Par Susanne Trefzer, directrice du service spécialisé en basse vision à l’UCBA, et Stefan Spring, responsable de la recherche à l’UCBA

La vision des contrastes, c’est-à-dire la capacité à distinguer des surfaces, des caractères écrits ou des objets même lorsque le contraste est faible, diminue après 50 ans chez une grande majorité de personnes.

En Suisse, la plupart des évaluations en basse vision (BV) mesurent la valeur de la baisse de vision des contrastes et l’utilisent pour la réadaptation. Les valeurs indiquées en « pas logarithmiques » montrent la perte d’acuité visuelle en cas de contraste réduit. Compte tenu de l’âge, les aides à l’interprétation suivantes sont en général applicables :

La commission spécialisée basse vision de l’UCBA a constaté qu’il n’existe pratiquement aucune information sur la manière dont les personnes malvoyantes de Suisse sont effectivement touchées par une baisse de la vision des contrastes. Il serait important d’en avoir une meilleure connaissance pour étayer les demandes des personnes concernées dans les domaines de la construction (signalétique, éclairage, protection contre l’éblouissement notamment), des recommandations en matière d’équipement des installations (ascenseurs, appareils ménagers, professionnels et de communication, véhicules de transport public, etc.) et, de manière générale, de la défense des intérêts (normes, règlements, lois).

En 2019, 33 spécialistes de la basse vision issus de services de consultation et d’écoles spécialisées ont effectué des mesures standardisées de la sensibilité au contraste auprès de 314 personnes malvoyantes et ont mis à disposition ces données avec d’autres paramètres, tous anonymisés. Nous tenons ici à réitérer nos remerciements aux spécialistes ayant participé à cette étude. Les mesures effectuées ont mis en évidence une perte moyenne de sensibilité aux contrastes de -3,1 pas logarithmiques (binoculaire). La médiane est de -3, ce qui signifie que 50 % des personnes examinées ont une perte supérieure et 50 % une perte inférieure à ce chiffre. La moyenne coïncide ainsi exactement avec la limite définissant une perte problématique de sensibilité aux contrastes. Toutefois, de très grandes différences ont été constatées, allant de LCS = 0 (aucune perte) à LCS -10. Ces différences existent dans toutes les tranches d’âge ainsi qu’à acuité visuelle égale. De grandes différences ont également été observées entre les deux yeux.
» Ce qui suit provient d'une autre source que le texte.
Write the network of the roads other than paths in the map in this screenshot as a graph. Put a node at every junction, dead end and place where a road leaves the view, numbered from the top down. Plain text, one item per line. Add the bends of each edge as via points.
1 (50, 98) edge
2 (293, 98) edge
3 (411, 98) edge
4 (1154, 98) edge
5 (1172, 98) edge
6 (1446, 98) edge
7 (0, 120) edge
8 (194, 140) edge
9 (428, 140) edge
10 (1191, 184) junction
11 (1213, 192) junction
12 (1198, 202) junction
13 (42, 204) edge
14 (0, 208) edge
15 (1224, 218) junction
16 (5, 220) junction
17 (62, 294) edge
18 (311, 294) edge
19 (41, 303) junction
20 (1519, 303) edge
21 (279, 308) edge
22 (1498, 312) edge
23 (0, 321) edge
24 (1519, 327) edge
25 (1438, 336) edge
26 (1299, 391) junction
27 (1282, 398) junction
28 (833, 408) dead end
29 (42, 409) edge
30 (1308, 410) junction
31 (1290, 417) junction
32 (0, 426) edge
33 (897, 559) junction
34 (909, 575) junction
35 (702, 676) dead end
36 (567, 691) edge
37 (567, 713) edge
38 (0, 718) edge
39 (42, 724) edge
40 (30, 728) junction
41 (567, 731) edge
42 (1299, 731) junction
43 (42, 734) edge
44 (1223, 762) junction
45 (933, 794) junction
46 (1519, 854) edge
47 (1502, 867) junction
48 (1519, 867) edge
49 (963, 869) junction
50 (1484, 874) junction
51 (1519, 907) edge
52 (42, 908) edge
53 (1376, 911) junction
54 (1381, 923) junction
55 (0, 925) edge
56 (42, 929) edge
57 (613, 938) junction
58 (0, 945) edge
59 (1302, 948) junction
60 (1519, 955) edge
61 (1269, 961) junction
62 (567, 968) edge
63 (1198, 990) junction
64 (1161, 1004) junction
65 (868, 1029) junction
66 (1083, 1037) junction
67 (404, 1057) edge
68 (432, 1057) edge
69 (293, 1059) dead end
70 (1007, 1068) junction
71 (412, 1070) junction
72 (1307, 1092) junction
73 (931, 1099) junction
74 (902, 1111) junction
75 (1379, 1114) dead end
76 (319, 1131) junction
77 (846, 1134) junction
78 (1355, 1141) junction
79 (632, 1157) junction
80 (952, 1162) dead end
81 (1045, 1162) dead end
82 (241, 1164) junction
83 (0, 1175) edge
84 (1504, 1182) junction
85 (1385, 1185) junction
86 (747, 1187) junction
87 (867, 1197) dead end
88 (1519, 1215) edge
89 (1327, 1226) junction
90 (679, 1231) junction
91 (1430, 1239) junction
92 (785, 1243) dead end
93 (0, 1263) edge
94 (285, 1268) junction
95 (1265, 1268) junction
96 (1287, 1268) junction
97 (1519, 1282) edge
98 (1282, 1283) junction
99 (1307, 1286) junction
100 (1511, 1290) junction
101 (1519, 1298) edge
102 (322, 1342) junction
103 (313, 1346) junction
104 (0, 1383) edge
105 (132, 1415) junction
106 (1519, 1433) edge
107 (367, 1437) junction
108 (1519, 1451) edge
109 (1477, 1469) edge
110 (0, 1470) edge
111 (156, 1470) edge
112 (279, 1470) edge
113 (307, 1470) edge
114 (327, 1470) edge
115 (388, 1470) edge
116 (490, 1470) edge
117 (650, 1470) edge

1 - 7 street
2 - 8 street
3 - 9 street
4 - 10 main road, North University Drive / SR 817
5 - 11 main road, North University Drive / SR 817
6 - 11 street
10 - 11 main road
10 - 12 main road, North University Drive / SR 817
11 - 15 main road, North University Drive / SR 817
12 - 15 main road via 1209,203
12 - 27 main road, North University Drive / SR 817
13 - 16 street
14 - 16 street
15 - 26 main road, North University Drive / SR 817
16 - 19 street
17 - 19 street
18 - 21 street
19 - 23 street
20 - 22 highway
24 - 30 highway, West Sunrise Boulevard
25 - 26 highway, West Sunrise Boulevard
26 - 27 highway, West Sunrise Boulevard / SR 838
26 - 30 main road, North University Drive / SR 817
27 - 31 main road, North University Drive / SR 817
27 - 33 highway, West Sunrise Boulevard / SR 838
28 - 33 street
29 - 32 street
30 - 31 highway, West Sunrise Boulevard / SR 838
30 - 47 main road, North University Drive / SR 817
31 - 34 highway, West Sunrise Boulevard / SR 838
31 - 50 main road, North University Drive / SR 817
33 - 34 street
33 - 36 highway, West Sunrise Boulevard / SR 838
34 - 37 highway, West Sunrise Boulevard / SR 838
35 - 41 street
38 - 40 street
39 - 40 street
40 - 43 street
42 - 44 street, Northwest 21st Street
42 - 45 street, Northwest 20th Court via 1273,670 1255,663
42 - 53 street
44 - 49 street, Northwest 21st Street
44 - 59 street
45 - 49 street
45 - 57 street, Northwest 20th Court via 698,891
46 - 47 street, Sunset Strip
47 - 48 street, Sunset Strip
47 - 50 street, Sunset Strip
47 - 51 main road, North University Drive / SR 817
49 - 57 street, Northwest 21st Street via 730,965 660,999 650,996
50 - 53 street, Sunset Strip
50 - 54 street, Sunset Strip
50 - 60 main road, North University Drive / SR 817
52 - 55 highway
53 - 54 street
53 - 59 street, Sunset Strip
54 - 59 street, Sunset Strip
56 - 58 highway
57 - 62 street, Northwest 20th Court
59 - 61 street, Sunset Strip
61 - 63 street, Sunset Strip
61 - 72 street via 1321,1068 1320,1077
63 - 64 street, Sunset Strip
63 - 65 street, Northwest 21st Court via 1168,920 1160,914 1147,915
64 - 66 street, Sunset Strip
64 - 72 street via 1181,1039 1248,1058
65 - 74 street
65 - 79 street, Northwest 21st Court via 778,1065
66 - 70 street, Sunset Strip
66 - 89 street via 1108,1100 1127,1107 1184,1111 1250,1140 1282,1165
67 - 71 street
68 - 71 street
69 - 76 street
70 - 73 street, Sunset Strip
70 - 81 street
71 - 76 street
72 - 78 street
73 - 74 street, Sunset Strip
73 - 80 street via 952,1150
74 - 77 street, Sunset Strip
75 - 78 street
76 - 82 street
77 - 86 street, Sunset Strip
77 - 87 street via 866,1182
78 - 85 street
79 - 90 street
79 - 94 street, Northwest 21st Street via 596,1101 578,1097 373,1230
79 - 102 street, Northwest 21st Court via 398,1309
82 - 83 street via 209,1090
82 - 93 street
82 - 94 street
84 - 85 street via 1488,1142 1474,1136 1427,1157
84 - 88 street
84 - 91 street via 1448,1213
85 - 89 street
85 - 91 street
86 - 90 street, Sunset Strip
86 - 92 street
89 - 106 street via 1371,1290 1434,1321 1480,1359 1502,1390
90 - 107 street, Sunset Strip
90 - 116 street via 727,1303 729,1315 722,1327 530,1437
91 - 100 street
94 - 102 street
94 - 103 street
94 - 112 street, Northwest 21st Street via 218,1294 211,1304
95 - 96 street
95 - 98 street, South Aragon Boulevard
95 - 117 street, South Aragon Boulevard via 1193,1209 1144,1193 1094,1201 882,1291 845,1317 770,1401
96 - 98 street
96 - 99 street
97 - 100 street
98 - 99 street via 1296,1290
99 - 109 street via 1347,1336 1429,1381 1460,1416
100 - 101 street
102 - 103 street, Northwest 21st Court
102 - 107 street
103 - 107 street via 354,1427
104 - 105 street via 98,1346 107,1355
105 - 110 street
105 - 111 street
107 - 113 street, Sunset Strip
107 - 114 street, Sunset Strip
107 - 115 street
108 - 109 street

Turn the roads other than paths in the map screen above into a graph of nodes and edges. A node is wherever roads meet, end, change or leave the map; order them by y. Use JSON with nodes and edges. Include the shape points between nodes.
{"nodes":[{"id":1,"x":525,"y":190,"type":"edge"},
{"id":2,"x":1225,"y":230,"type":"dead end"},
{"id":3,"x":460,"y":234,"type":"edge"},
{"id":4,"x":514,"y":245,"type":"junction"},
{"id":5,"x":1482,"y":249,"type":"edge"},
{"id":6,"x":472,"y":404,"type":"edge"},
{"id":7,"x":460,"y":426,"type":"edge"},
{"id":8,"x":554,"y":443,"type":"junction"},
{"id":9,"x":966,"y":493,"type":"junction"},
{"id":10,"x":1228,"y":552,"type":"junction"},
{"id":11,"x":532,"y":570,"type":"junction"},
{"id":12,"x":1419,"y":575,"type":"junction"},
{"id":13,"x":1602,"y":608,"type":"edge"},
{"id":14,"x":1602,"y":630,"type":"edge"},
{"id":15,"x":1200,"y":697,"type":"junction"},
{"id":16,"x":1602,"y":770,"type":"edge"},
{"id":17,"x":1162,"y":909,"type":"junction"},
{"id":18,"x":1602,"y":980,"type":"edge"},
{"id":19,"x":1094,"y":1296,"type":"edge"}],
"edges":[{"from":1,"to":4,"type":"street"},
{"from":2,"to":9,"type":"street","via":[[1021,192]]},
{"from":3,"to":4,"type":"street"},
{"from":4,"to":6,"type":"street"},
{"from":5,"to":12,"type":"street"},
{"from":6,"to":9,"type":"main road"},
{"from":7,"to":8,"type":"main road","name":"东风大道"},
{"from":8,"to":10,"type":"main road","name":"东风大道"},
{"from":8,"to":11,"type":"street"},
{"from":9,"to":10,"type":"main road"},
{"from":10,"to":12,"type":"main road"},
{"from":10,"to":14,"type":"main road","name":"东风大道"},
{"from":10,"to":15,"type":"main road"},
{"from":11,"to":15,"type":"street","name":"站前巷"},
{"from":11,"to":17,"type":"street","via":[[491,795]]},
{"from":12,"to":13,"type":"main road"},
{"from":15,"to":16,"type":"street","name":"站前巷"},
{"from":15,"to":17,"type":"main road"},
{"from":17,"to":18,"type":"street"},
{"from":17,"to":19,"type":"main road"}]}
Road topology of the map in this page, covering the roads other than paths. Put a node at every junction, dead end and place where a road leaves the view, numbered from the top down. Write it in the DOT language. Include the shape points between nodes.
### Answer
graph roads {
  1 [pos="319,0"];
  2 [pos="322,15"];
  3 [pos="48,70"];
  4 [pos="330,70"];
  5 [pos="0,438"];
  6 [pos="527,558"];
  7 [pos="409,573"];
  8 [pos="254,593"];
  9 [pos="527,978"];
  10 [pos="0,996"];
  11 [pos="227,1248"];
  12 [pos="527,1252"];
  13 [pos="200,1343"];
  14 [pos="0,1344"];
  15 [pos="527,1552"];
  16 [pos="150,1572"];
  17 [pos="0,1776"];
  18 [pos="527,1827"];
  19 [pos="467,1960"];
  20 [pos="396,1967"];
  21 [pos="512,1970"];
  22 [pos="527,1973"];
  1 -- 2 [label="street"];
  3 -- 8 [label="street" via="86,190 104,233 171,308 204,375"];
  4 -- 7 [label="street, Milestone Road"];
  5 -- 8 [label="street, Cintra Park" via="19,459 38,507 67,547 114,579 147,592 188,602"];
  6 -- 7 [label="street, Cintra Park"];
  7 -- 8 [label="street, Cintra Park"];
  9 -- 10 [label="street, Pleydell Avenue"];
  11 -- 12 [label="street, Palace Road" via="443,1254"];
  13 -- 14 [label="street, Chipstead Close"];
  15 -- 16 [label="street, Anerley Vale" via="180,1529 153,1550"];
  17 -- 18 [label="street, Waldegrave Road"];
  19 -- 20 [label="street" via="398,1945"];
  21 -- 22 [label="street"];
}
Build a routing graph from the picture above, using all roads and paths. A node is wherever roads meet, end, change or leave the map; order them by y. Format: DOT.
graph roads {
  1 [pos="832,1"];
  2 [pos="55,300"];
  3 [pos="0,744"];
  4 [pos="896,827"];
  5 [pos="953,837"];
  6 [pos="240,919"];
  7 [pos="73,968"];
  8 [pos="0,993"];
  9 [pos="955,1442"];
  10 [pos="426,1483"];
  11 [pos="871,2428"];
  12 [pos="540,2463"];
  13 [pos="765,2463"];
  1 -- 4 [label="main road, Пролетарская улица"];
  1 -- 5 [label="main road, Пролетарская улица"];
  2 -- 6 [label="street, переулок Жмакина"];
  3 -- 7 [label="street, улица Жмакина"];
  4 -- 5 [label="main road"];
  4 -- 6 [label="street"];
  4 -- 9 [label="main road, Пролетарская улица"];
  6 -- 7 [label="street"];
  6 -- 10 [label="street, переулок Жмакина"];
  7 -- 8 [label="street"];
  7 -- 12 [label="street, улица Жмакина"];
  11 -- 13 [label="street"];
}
Un examen plus approfondi des cas montre qu’une bonne acuité visuelle n’est pas forcément synonyme d’une bonne vision des contrastes. S’il n’est procédé qu’à l’évaluation de l’acuité visuelle pour un contraste élevé sans tenir compte des différences potentiellement importantes entre l’œil dominant et l’œil non dominant, il ne sera guère possible de comprendre les problèmes de la vie quotidienne dont font état certaines personnes. Une acuité altérée ne signifie pas automatiquement qu’il faut s’attendre à une valeur LCS basse. Une baisse éventuelle de la vision des contrastes est une information importante pour la réadaptation en BV, même indépendamment de l’acuité ou en interaction avec celle-ci et la dominance des yeux, parce qu’elle permet de mieux comprendre la personne concernée et d’ajuster les mesures de réadaptation à une dimension supplémentaire.

Madame Castanier (nom modifié par l’étude) est âgée de 81 ans. Elle a une acuité de 0,32 et une perte binoculaire de la sensibilité aux contrastes mesurée à –3 pas logarithmiques. Pour Madame Castanier, le spécialiste en BV a aussi mesuré les valeurs LCS pour chacun des deux yeux et la dominance :

  • œil droit : LCS de –4 pas logarithmiques ;
  • œil gauche : LCS de –1 pas logarithmique.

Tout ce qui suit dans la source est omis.